But five minutes later the lights for the first turn blinked a steady danger sign.
Stan Lee was in trouble!
Tom shut off the power. “He may have fallen, Dad!”
Quickly descending the ladder, Tom ran through 130 TOM SWIFT AND HIS GIANT ROBOT
the tunnel. The robot had lost his balance on what should have been a relatively easy turn. He had landed face down and dented his chest.
Tom was shaking his head in puzzlement when his father joined him at the end of the tunnel. “This turn should have been almost automatic. Stan Lee performed it flawlessly many times in Shopton.”
“It’s very strange,” Mr. Swift agreed.
The two studied the situation, rechecking the relays. Tom proposed that the answer might be right above their heads in the distorter hats.

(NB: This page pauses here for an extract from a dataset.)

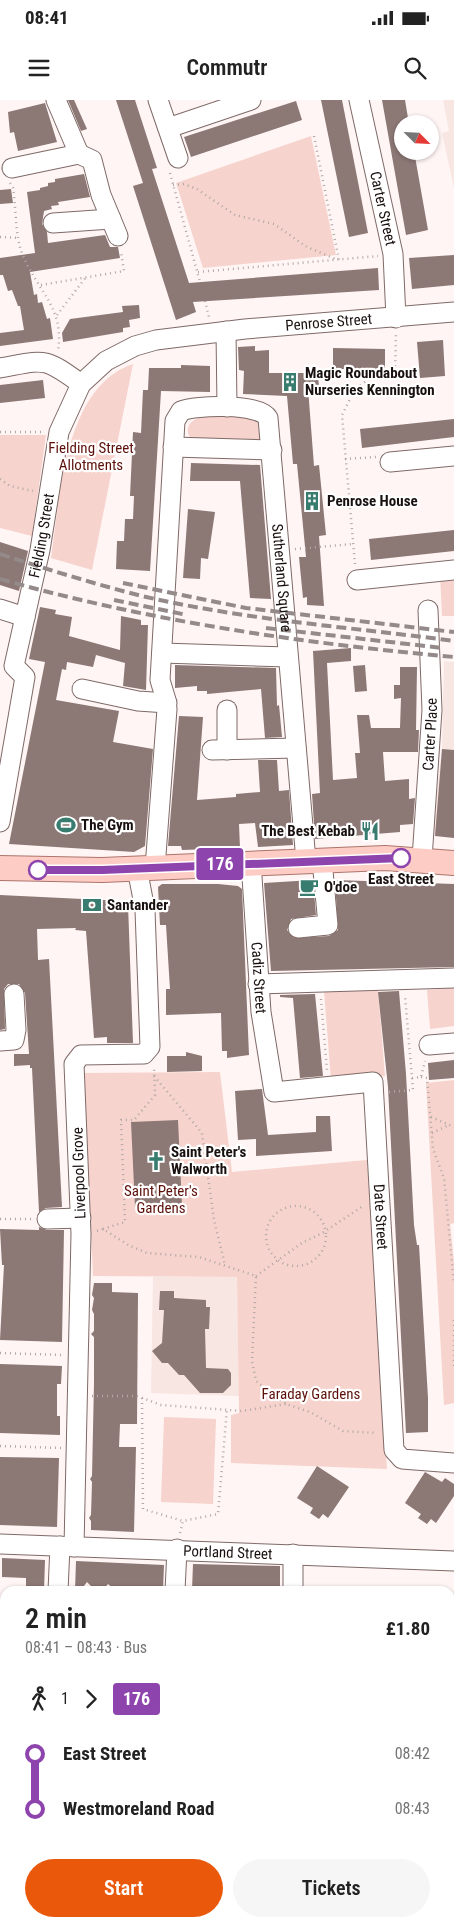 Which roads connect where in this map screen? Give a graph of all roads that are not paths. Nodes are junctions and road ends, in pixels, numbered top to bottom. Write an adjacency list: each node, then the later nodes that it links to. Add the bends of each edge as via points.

“I hardly think so,” Mr. Swift answered. “Those distorters are so small, their field is probably much too weak to interfere. There may be some factor in the plant that we’ve overlooked.”
The Swifts returned to the Citadel’s office to check blueprints and electrical-installation maps. The plant engineers delved deep into their files and unrolled large sheets of building plans showing where power-cable ducts lay. None of these, however, were near enough to the tunnel to interfere with the operation of the robot.
“I’m convinced that it’s something more deep-seated than this,” said Tom, after the scientists had left the room. “Stan Lee went out of control in the same way our jet plane did when it was captured by the crow, Dad.”
“But our radarmen haven’t reported anything flying near the Citadel,” Mr.